WORK TO COMPLETE: In your reply, repeat every entry exactly and skip over each picture.

[Collected data entries]

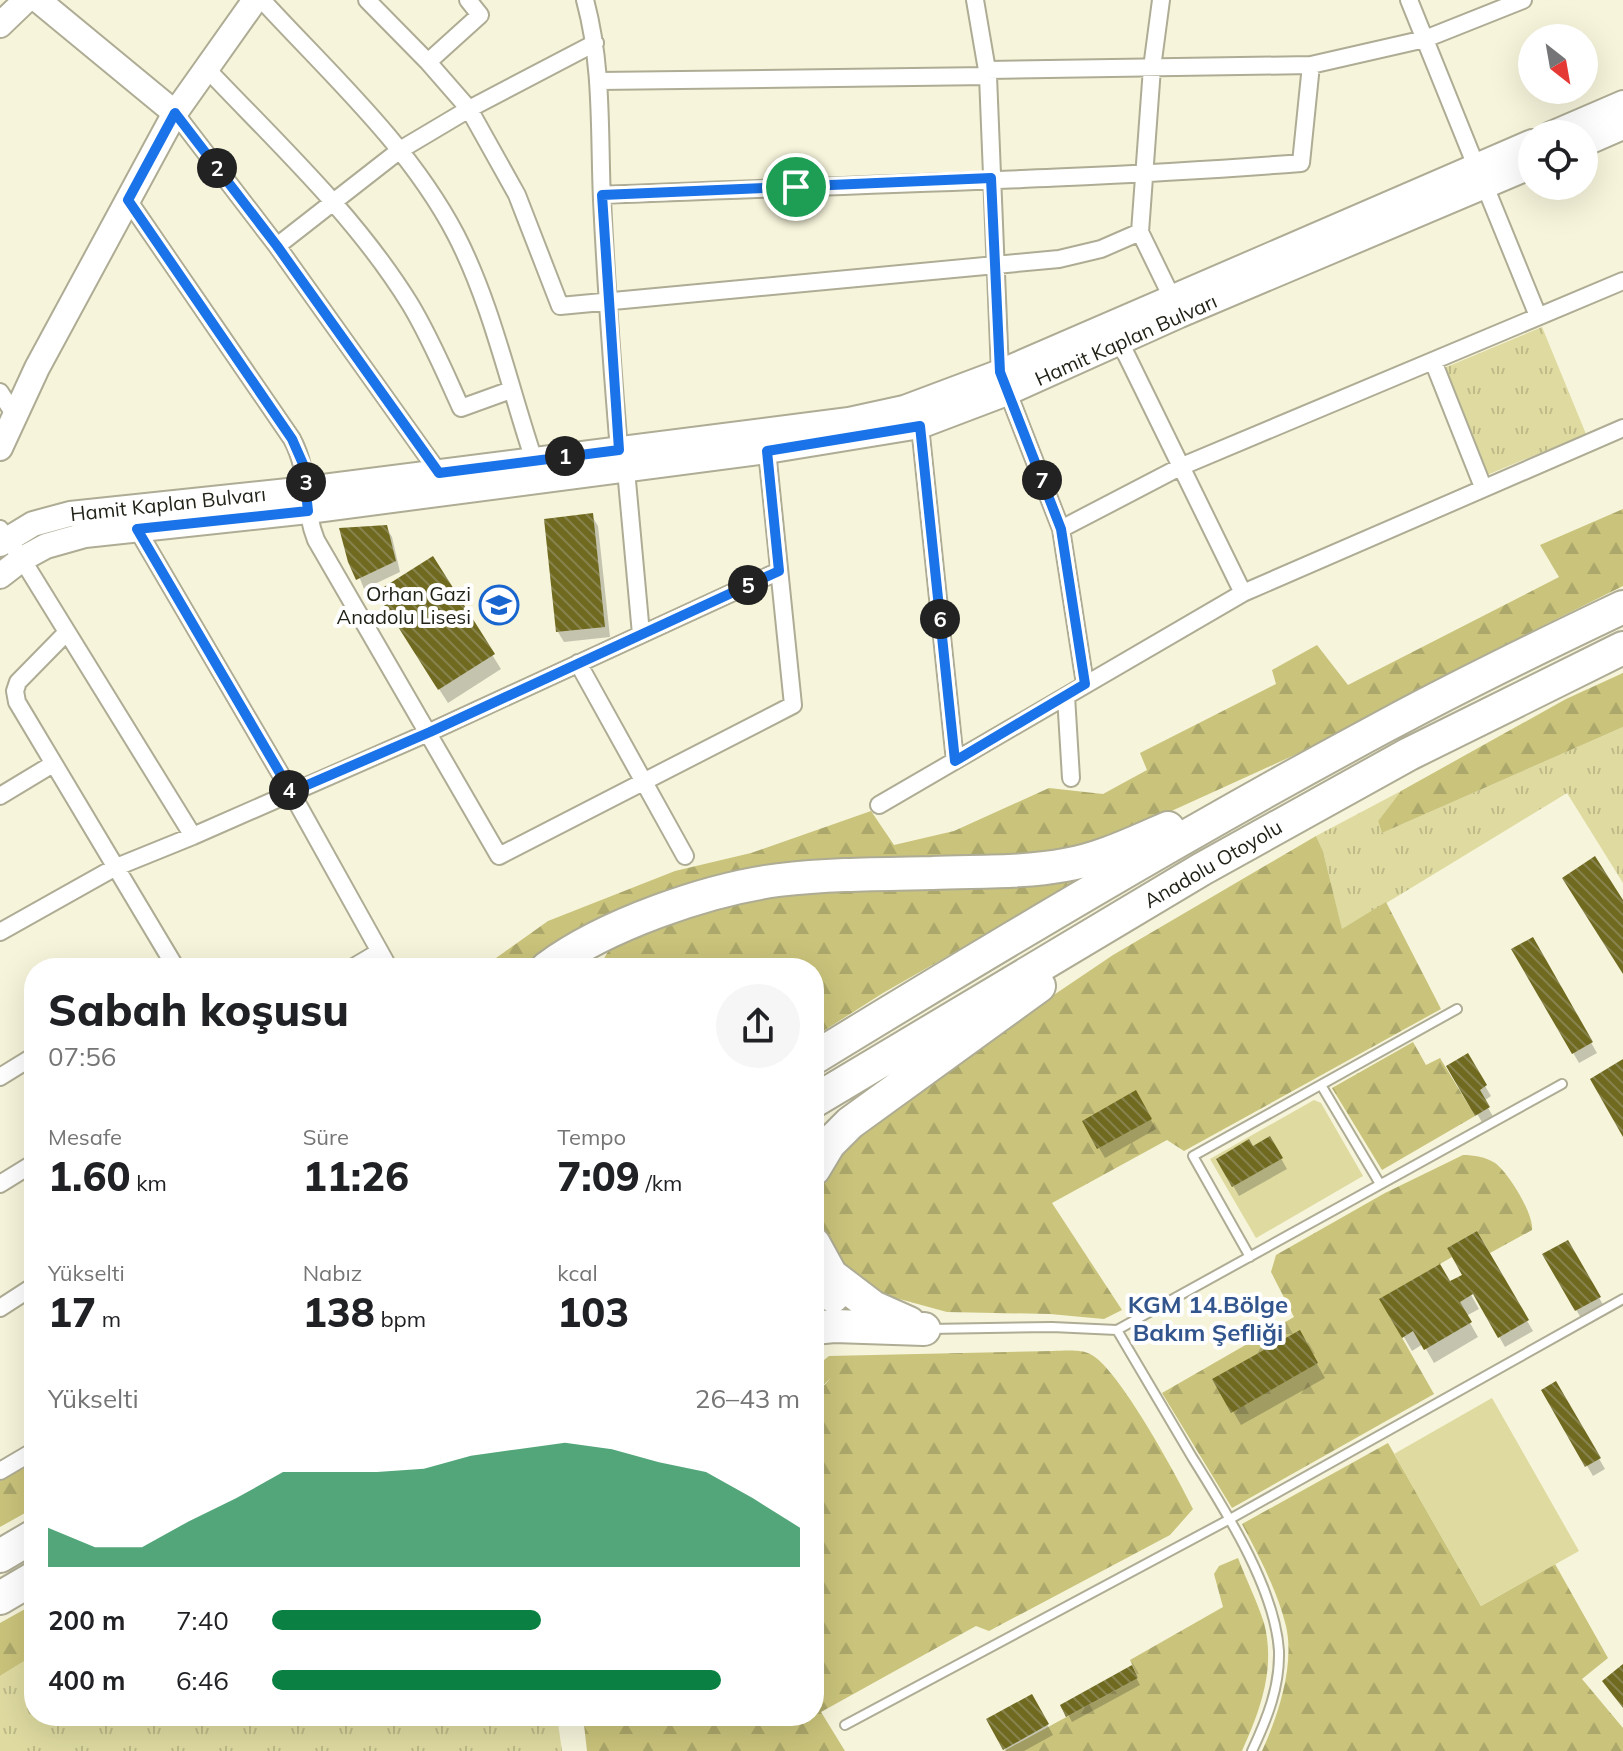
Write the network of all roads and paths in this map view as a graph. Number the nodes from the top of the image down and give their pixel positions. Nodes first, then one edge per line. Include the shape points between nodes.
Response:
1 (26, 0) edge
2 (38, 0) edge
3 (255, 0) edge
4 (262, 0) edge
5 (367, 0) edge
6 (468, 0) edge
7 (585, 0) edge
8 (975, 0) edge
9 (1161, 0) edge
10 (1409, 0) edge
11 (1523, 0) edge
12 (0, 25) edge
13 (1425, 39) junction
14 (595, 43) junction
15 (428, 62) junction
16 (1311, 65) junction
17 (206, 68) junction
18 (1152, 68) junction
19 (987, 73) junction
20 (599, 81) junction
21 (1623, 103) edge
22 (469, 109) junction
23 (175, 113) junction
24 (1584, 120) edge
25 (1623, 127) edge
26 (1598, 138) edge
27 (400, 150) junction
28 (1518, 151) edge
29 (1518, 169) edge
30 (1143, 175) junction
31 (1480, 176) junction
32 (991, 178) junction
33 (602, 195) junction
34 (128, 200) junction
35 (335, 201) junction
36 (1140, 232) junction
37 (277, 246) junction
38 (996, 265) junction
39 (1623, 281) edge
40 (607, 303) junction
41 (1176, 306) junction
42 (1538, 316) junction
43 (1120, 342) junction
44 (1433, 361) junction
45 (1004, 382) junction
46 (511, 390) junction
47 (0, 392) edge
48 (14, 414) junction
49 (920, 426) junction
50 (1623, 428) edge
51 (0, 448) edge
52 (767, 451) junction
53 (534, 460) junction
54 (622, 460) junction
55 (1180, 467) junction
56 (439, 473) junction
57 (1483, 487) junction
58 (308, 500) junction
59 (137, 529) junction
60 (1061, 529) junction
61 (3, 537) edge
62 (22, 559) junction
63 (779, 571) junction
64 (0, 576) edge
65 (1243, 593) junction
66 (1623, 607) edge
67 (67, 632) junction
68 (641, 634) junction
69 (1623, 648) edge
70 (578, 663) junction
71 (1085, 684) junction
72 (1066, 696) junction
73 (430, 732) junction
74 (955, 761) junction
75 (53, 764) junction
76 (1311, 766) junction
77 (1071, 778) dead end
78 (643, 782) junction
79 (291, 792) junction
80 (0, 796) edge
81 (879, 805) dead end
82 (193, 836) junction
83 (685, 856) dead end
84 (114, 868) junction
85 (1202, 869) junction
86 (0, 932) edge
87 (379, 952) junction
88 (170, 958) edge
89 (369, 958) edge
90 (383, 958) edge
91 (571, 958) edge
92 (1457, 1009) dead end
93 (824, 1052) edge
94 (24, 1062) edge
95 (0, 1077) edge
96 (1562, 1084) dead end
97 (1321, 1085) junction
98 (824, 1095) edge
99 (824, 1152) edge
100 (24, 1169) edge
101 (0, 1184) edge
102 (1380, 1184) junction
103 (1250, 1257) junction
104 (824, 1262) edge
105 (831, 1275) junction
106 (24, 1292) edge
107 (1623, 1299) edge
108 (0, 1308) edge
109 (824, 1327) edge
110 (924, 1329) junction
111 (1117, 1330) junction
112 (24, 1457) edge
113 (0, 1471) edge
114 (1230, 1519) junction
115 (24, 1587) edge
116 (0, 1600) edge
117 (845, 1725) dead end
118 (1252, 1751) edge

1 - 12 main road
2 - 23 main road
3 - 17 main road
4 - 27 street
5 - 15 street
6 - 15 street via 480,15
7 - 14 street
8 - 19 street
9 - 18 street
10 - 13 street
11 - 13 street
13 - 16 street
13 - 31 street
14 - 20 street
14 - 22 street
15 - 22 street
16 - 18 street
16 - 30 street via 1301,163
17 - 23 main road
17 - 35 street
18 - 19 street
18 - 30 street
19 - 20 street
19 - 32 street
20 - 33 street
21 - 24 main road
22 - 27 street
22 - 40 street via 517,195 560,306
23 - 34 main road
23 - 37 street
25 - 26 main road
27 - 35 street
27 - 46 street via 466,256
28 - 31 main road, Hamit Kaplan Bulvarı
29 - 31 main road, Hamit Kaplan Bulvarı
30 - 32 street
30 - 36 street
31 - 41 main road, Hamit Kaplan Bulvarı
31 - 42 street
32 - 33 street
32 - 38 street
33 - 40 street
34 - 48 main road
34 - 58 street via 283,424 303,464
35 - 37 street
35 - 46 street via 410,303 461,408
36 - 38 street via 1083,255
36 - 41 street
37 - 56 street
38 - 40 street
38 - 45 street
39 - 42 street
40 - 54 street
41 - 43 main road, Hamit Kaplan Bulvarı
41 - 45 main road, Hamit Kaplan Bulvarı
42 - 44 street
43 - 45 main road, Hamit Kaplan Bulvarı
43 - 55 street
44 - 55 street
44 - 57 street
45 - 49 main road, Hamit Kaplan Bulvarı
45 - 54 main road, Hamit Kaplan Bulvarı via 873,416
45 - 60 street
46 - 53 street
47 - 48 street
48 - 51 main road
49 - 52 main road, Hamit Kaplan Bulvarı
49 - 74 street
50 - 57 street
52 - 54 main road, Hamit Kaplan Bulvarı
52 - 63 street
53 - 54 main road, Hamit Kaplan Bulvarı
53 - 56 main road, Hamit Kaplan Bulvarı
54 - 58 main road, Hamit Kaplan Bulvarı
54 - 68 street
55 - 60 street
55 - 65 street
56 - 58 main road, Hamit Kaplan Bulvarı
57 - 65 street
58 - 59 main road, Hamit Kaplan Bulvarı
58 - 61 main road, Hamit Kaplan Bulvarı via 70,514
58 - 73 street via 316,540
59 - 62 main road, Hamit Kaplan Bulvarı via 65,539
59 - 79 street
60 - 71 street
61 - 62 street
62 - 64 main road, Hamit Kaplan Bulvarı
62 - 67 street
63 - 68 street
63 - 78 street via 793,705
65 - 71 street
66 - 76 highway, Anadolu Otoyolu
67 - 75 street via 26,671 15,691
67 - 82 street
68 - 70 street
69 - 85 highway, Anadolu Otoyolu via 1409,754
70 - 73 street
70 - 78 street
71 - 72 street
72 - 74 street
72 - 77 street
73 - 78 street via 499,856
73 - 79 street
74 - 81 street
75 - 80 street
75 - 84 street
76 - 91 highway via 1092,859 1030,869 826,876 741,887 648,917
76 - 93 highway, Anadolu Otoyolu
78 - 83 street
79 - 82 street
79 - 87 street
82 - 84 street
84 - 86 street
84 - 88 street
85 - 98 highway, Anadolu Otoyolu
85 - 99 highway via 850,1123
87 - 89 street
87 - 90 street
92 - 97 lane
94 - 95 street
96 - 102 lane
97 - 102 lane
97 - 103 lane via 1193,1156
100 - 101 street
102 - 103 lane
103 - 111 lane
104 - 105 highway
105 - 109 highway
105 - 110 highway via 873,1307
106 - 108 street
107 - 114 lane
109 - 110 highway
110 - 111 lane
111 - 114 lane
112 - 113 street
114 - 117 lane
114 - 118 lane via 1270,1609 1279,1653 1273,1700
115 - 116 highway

EXPECTED ANSWER:
Write the network of all roads and paths in this map view as a graph. Number the nodes from the top of the image down and give their pixel positions. Nodes first, then one edge per line. Include the shape points between nodes.
Response:
1 (26, 0) edge
2 (38, 0) edge
3 (255, 0) edge
4 (262, 0) edge
5 (367, 0) edge
6 (468, 0) edge
7 (585, 0) edge
8 (975, 0) edge
9 (1161, 0) edge
10 (1409, 0) edge
11 (1523, 0) edge
12 (0, 25) edge
13 (1425, 39) junction
14 (595, 43) junction
15 (428, 62) junction
16 (1311, 65) junction
17 (206, 68) junction
18 (1152, 68) junction
19 (987, 73) junction
20 (599, 81) junction
21 (1623, 103) edge
22 (469, 109) junction
23 (175, 113) junction
24 (1584, 120) edge
25 (1623, 127) edge
26 (1598, 138) edge
27 (400, 150) junction
28 (1518, 151) edge
29 (1518, 169) edge
30 (1143, 175) junction
31 (1480, 176) junction
32 (991, 178) junction
33 (602, 195) junction
34 (128, 200) junction
35 (335, 201) junction
36 (1140, 232) junction
37 (277, 246) junction
38 (996, 265) junction
39 (1623, 281) edge
40 (607, 303) junction
41 (1176, 306) junction
42 (1538, 316) junction
43 (1120, 342) junction
44 (1433, 361) junction
45 (1004, 382) junction
46 (511, 390) junction
47 (0, 392) edge
48 (14, 414) junction
49 (920, 426) junction
50 (1623, 428) edge
51 (0, 448) edge
52 (767, 451) junction
53 (534, 460) junction
54 (622, 460) junction
55 (1180, 467) junction
56 (439, 473) junction
57 (1483, 487) junction
58 (308, 500) junction
59 (137, 529) junction
60 (1061, 529) junction
61 (3, 537) edge
62 (22, 559) junction
63 (779, 571) junction
64 (0, 576) edge
65 (1243, 593) junction
66 (1623, 607) edge
67 (67, 632) junction
68 (641, 634) junction
69 (1623, 648) edge
70 (578, 663) junction
71 (1085, 684) junction
72 (1066, 696) junction
73 (430, 732) junction
74 (955, 761) junction
75 (53, 764) junction
76 (1311, 766) junction
77 (1071, 778) dead end
78 (643, 782) junction
79 (291, 792) junction
80 (0, 796) edge
81 (879, 805) dead end
82 (193, 836) junction
83 (685, 856) dead end
84 (114, 868) junction
85 (1202, 869) junction
86 (0, 932) edge
87 (379, 952) junction
88 (170, 958) edge
89 (369, 958) edge
90 (383, 958) edge
91 (571, 958) edge
92 (1457, 1009) dead end
93 (824, 1052) edge
94 (24, 1062) edge
95 (0, 1077) edge
96 (1562, 1084) dead end
97 (1321, 1085) junction
98 (824, 1095) edge
99 (824, 1152) edge
100 (24, 1169) edge
101 (0, 1184) edge
102 (1380, 1184) junction
103 (1250, 1257) junction
104 (824, 1262) edge
105 (831, 1275) junction
106 (24, 1292) edge
107 (1623, 1299) edge
108 (0, 1308) edge
109 (824, 1327) edge
110 (924, 1329) junction
111 (1117, 1330) junction
112 (24, 1457) edge
113 (0, 1471) edge
114 (1230, 1519) junction
115 (24, 1587) edge
116 (0, 1600) edge
117 (845, 1725) dead end
118 (1252, 1751) edge

1 - 12 main road
2 - 23 main road
3 - 17 main road
4 - 27 street
5 - 15 street
6 - 15 street via 480,15
7 - 14 street
8 - 19 street
9 - 18 street
10 - 13 street
11 - 13 street
13 - 16 street
13 - 31 street
14 - 20 street
14 - 22 street
15 - 22 street
16 - 18 street
16 - 30 street via 1301,163
17 - 23 main road
17 - 35 street
18 - 19 street
18 - 30 street
19 - 20 street
19 - 32 street
20 - 33 street
21 - 24 main road
22 - 27 street
22 - 40 street via 517,195 560,306
23 - 34 main road
23 - 37 street
25 - 26 main road
27 - 35 street
27 - 46 street via 466,256
28 - 31 main road, Hamit Kaplan Bulvarı
29 - 31 main road, Hamit Kaplan Bulvarı
30 - 32 street
30 - 36 street
31 - 41 main road, Hamit Kaplan Bulvarı
31 - 42 street
32 - 33 street
32 - 38 street
33 - 40 street
34 - 48 main road
34 - 58 street via 283,424 303,464
35 - 37 street
35 - 46 street via 410,303 461,408
36 - 38 street via 1083,255
36 - 41 street
37 - 56 street
38 - 40 street
38 - 45 street
39 - 42 street
40 - 54 street
41 - 43 main road, Hamit Kaplan Bulvarı
41 - 45 main road, Hamit Kaplan Bulvarı
42 - 44 street
43 - 45 main road, Hamit Kaplan Bulvarı
43 - 55 street
44 - 55 street
44 - 57 street
45 - 49 main road, Hamit Kaplan Bulvarı
45 - 54 main road, Hamit Kaplan Bulvarı via 873,416
45 - 60 street
46 - 53 street
47 - 48 street
48 - 51 main road
49 - 52 main road, Hamit Kaplan Bulvarı
49 - 74 street
50 - 57 street
52 - 54 main road, Hamit Kaplan Bulvarı
52 - 63 street
53 - 54 main road, Hamit Kaplan Bulvarı
53 - 56 main road, Hamit Kaplan Bulvarı
54 - 58 main road, Hamit Kaplan Bulvarı
54 - 68 street
55 - 60 street
55 - 65 street
56 - 58 main road, Hamit Kaplan Bulvarı
57 - 65 street
58 - 59 main road, Hamit Kaplan Bulvarı
58 - 61 main road, Hamit Kaplan Bulvarı via 70,514
58 - 73 street via 316,540
59 - 62 main road, Hamit Kaplan Bulvarı via 65,539
59 - 79 street
60 - 71 street
61 - 62 street
62 - 64 main road, Hamit Kaplan Bulvarı
62 - 67 street
63 - 68 street
63 - 78 street via 793,705
65 - 71 street
66 - 76 highway, Anadolu Otoyolu
67 - 75 street via 26,671 15,691
67 - 82 street
68 - 70 street
69 - 85 highway, Anadolu Otoyolu via 1409,754
70 - 73 street
70 - 78 street
71 - 72 street
72 - 74 street
72 - 77 street
73 - 78 street via 499,856
73 - 79 street
74 - 81 street
75 - 80 street
75 - 84 street
76 - 91 highway via 1092,859 1030,869 826,876 741,887 648,917
76 - 93 highway, Anadolu Otoyolu
78 - 83 street
79 - 82 street
79 - 87 street
82 - 84 street
84 - 86 street
84 - 88 street
85 - 98 highway, Anadolu Otoyolu
85 - 99 highway via 850,1123
87 - 89 street
87 - 90 street
92 - 97 lane
94 - 95 street
96 - 102 lane
97 - 102 lane
97 - 103 lane via 1193,1156
100 - 101 street
102 - 103 lane
103 - 111 lane
104 - 105 highway
105 - 109 highway
105 - 110 highway via 873,1307
106 - 108 street
107 - 114 lane
109 - 110 highway
110 - 111 lane
111 - 114 lane
112 - 113 street
114 - 117 lane
114 - 118 lane via 1270,1609 1279,1653 1273,1700
115 - 116 highway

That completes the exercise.